Given information:
___
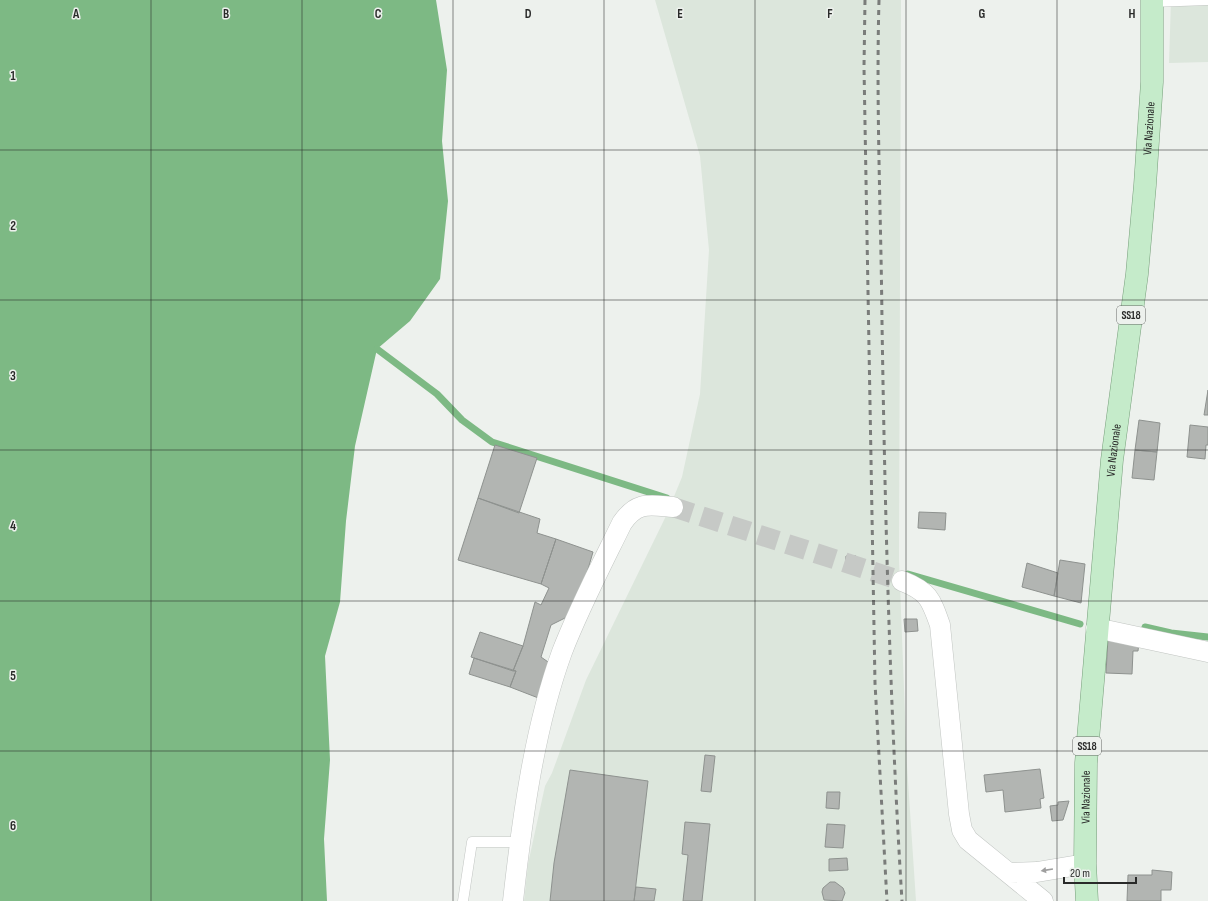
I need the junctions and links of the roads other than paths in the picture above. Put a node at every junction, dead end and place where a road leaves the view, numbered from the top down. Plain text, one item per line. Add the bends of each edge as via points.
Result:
1 (1208, 0) edge
2 (1152, 1) edge
3 (673, 507) tunnel mouth
4 (902, 581) tunnel mouth
5 (1096, 628) junction
6 (1208, 652) edge
7 (520, 842) junction
8 (1085, 864) junction
9 (1010, 873) junction
10 (463, 901) edge
11 (513, 901) edge
12 (1043, 901) edge
13 (1086, 901) edge

1 - 2 lane
2 - 5 main road, Via Nazionale / SS18 via 1152,82 1145,185 1137,274 1112,460
3 - 7 street via 637,507 630,512 622,523 578,613 562,653 544,717 523,814
4 - 9 street via 919,587 928,597 940,625 958,814 962,830 977,849
5 - 6 street
5 - 8 main road, Via Nazionale / SS18 via 1086,763
7 - 10 lane via 472,842
7 - 11 street
8 -> 9 street via 1037,872
8 - 13 main road, Via Nazionale / SS18
9 - 12 street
___
Directions for this task: Every record must be set down again exactly; pictures do not belong in the copy.

Your solution:
I need the junctions and links of the roads other than paths in the picture above. Put a node at every junction, dead end and place where a road leaves the view, numbered from the top down. Plain text, one item per line. Add the bends of each edge as via points.
Result:
1 (1208, 0) edge
2 (1152, 1) edge
3 (673, 507) tunnel mouth
4 (902, 581) tunnel mouth
5 (1096, 628) junction
6 (1208, 652) edge
7 (520, 842) junction
8 (1085, 864) junction
9 (1010, 873) junction
10 (463, 901) edge
11 (513, 901) edge
12 (1043, 901) edge
13 (1086, 901) edge

1 - 2 lane
2 - 5 main road, Via Nazionale / SS18 via 1152,82 1145,185 1137,274 1112,460
3 - 7 street via 637,507 630,512 622,523 578,613 562,653 544,717 523,814
4 - 9 street via 919,587 928,597 940,625 958,814 962,830 977,849
5 - 6 street
5 - 8 main road, Via Nazionale / SS18 via 1086,763
7 - 10 lane via 472,842
7 - 11 street
8 -> 9 street via 1037,872
8 - 13 main road, Via Nazionale / SS18
9 - 12 street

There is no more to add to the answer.